È stato uno scambio quasi intergenerazionale. Mi spiego. La figlia di mia moglie, che ha 16 anni, è una fan dell’hip hop e quando ha ascoltato il cd ha visto in me qualcosa che si collegava al mondo dei rapper, quasi una specie di corto circuito. Questo mi ha fatto capire che sbagliavo nel criticare alcuni pensieri e atteggiamenti dei giovani di oggi. Non sono degli smidollati o dei viziati, come vogliono dipingerli certi sondaggi, ma vivono una crisi, come è accaduto a qualsiasi altra generazione. Ecco che allora torna utile osservarsi in uno specchio diverso dal solito per scoprire che, accanto alle istanze odierne, certe problematiche non tramontano mai. È stato quindi molto costruttivo per me lavorare con questi artisti.
Alcuni problemi, dunque, sono uguali a quelli di vent’anni fa, forse solo riverniciati.
Le grandi preoccupazioni di quando sei giovane sono sempre quelle: sentirsi incompresi dal mondo, soffrire la solitudine, la difficoltà nel confrontarsi con l’altro sesso e così via, tutta una serie di dinamiche che non sono poi tanto cambiate rispetto al passato. Piuttosto, registro una sorta di rassegnazione che un tempo non c’era nonostante le difficoltà.
In che senso?
Nel periodo in cui uscì l’album ricordo che la società non era messa bene: c’erano tangentopoli e le stragi di mafia, un’Europa in forte cambiamento dopo la caduta del muro di Berlino, oltre ad altri seri problemi. Eppure, si reagì con forza, scendendo per esempio in piazza in massa dopo l’uccisione di Falcone e Borsellino, e trovando gli stimoli per guardare al domani con positività. Oggi la differenza con ieri è palpabile: per tanti giovani il clima è cupo, sembrano attendere una catastrofe imminente, il futuro non può cambiare… Questo atteggiamento mi spaventa, consapevole che non è semplice dare risposte al “momento” che si sta vivendo, ma rassegnarsi non è la soluzione.
Si è spenta forse la fiamma della passione, che citi nel ritornello del singolo Sempre noi,che alimenta tanti sogni?
Quando ero giovane, sono cresciuto con alcuni “dogmi” trasmessi dai genitori: la laurea, il posto fisso, un tetto sulla testa, ecc., argomenti importanti dettati dal comprensibile filo delle ragione.
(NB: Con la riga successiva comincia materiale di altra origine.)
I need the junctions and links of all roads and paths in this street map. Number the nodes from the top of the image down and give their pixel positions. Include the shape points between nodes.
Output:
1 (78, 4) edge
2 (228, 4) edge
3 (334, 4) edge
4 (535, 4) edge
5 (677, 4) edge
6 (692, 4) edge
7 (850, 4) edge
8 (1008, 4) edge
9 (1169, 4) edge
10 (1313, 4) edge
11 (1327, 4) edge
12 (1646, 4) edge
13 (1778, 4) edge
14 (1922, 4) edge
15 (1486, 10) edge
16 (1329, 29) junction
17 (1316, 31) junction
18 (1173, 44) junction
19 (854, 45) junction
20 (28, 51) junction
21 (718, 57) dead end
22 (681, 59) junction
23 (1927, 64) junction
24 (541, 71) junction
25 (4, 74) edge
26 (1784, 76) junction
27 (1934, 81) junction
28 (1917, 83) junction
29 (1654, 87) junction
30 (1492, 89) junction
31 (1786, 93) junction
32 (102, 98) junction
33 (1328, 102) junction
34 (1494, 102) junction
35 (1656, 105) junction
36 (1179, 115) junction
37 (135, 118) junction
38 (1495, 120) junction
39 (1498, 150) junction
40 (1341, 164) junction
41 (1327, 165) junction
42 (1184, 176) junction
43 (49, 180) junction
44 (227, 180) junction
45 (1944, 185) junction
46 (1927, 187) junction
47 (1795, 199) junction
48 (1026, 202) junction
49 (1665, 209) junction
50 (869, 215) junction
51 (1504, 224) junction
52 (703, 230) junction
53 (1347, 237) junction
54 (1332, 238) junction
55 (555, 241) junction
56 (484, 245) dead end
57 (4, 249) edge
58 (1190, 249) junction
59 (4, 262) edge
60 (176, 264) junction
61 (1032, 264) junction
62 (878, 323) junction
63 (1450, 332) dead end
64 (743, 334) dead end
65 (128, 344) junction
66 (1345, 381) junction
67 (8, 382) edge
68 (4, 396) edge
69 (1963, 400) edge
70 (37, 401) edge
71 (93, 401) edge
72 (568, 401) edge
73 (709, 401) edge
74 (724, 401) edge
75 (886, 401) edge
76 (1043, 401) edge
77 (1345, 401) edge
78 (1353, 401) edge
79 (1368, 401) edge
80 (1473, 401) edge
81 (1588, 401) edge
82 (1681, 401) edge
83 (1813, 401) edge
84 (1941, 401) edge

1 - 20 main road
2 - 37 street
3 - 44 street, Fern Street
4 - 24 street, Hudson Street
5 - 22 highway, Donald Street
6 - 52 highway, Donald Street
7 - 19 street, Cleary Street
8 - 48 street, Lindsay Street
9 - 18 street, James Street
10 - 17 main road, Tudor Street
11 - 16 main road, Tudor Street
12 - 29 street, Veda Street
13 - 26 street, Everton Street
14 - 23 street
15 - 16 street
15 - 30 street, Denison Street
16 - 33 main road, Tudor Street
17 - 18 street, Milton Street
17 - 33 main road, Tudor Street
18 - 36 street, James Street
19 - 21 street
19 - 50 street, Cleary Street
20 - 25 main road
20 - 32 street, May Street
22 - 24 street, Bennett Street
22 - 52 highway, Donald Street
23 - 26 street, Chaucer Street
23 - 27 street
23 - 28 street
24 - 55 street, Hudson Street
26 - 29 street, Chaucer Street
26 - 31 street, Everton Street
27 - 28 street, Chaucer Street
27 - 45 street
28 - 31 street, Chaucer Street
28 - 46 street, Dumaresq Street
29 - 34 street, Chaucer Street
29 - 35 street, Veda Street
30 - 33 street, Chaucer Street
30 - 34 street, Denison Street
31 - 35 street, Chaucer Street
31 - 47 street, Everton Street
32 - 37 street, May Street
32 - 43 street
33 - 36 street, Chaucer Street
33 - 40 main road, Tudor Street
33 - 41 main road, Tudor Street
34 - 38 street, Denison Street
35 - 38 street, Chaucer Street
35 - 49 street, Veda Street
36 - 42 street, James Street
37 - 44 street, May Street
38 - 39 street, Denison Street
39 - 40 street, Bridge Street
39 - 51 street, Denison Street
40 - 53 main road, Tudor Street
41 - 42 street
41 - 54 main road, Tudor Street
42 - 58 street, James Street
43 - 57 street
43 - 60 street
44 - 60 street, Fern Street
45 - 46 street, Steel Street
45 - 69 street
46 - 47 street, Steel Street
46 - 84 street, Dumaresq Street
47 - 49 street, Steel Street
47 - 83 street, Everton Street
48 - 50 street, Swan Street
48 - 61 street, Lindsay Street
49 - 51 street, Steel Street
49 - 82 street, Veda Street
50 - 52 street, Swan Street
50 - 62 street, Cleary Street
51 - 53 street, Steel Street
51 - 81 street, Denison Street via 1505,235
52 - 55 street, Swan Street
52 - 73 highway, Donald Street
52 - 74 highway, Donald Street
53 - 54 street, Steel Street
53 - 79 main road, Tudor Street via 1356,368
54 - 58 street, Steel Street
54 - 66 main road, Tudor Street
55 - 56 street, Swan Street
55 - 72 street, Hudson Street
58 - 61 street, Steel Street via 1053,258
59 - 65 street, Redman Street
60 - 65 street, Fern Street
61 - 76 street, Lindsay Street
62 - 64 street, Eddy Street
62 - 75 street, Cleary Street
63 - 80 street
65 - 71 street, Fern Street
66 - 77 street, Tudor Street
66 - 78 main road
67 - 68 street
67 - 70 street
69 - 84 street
Ma tutte le cose, belle e brutte, che ho fatto nella vita mi sono arrivate dalla passione, dal seguire irrazionalmente un obiettivo, che era di comunicare e divertirmi con la musica. Oggi, che quel percorso a tappe obbligate del passato non esiste più, l’unica possibilità per salvarsi è la passione, dire a se stessi: “Mi butto in un mestiere che mi piacerebbe fare”, qualsiasi esso sia. Insomma, vivere di passione può portarti lontano o perlomeno renderti felice.”